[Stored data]

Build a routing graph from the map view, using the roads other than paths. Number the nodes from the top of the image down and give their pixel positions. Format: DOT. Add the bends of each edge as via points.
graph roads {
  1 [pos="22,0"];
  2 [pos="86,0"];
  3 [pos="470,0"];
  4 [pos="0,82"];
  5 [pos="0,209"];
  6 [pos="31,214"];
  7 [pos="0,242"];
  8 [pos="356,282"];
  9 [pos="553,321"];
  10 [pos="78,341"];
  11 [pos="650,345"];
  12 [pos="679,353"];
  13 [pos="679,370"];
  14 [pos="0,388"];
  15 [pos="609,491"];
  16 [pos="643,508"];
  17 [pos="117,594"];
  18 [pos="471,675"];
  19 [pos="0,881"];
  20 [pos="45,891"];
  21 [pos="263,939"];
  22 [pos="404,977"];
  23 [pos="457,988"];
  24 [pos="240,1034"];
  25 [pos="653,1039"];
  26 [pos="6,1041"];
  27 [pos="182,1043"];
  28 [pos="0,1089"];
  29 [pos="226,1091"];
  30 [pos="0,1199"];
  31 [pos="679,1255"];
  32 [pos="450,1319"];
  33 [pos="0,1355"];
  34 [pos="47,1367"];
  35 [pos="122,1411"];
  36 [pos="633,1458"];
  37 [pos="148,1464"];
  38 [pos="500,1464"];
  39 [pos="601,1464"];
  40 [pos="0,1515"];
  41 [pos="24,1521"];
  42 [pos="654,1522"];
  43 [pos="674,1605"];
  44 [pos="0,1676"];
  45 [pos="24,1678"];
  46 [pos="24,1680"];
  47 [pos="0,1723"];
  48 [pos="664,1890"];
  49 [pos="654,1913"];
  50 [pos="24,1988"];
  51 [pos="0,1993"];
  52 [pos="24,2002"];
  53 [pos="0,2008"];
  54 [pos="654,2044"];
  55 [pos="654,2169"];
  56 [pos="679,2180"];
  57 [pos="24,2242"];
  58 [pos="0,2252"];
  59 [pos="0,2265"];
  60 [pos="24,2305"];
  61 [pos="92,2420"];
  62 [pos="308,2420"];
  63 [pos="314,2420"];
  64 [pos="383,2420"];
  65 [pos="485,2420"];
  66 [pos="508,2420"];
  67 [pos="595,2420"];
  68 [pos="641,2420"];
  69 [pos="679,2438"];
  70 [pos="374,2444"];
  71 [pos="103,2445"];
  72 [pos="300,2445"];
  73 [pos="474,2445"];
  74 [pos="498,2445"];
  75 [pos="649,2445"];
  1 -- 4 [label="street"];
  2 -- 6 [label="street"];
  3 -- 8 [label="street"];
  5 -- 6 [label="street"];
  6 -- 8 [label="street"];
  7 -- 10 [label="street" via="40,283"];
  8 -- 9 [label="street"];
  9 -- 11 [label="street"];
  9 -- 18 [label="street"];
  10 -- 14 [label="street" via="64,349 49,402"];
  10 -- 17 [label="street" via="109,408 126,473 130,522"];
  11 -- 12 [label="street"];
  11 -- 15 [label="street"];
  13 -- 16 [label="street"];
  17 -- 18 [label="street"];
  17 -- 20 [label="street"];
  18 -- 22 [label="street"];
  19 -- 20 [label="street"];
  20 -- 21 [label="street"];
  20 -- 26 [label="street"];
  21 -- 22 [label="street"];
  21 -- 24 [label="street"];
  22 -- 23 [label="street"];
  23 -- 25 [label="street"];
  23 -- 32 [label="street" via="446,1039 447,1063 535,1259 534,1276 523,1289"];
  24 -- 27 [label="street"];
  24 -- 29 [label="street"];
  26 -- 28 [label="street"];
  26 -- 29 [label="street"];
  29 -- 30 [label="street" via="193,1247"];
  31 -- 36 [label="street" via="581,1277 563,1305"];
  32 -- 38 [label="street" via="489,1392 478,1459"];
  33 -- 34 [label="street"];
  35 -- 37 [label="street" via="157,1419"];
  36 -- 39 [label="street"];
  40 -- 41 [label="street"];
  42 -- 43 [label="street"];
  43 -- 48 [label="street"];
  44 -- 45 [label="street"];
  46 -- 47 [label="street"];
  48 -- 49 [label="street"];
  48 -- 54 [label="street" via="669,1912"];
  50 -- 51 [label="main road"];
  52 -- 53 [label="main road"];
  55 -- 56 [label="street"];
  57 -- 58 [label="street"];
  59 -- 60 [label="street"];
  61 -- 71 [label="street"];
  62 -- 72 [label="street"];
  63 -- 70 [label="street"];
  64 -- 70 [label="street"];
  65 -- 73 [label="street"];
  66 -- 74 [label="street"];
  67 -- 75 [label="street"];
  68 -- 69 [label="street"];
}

■ ASSIGNED TASK: The string "roads" appears in how many lines above? Answer with the number only.

■ SOLUTION TO THIS PROBLEM: 2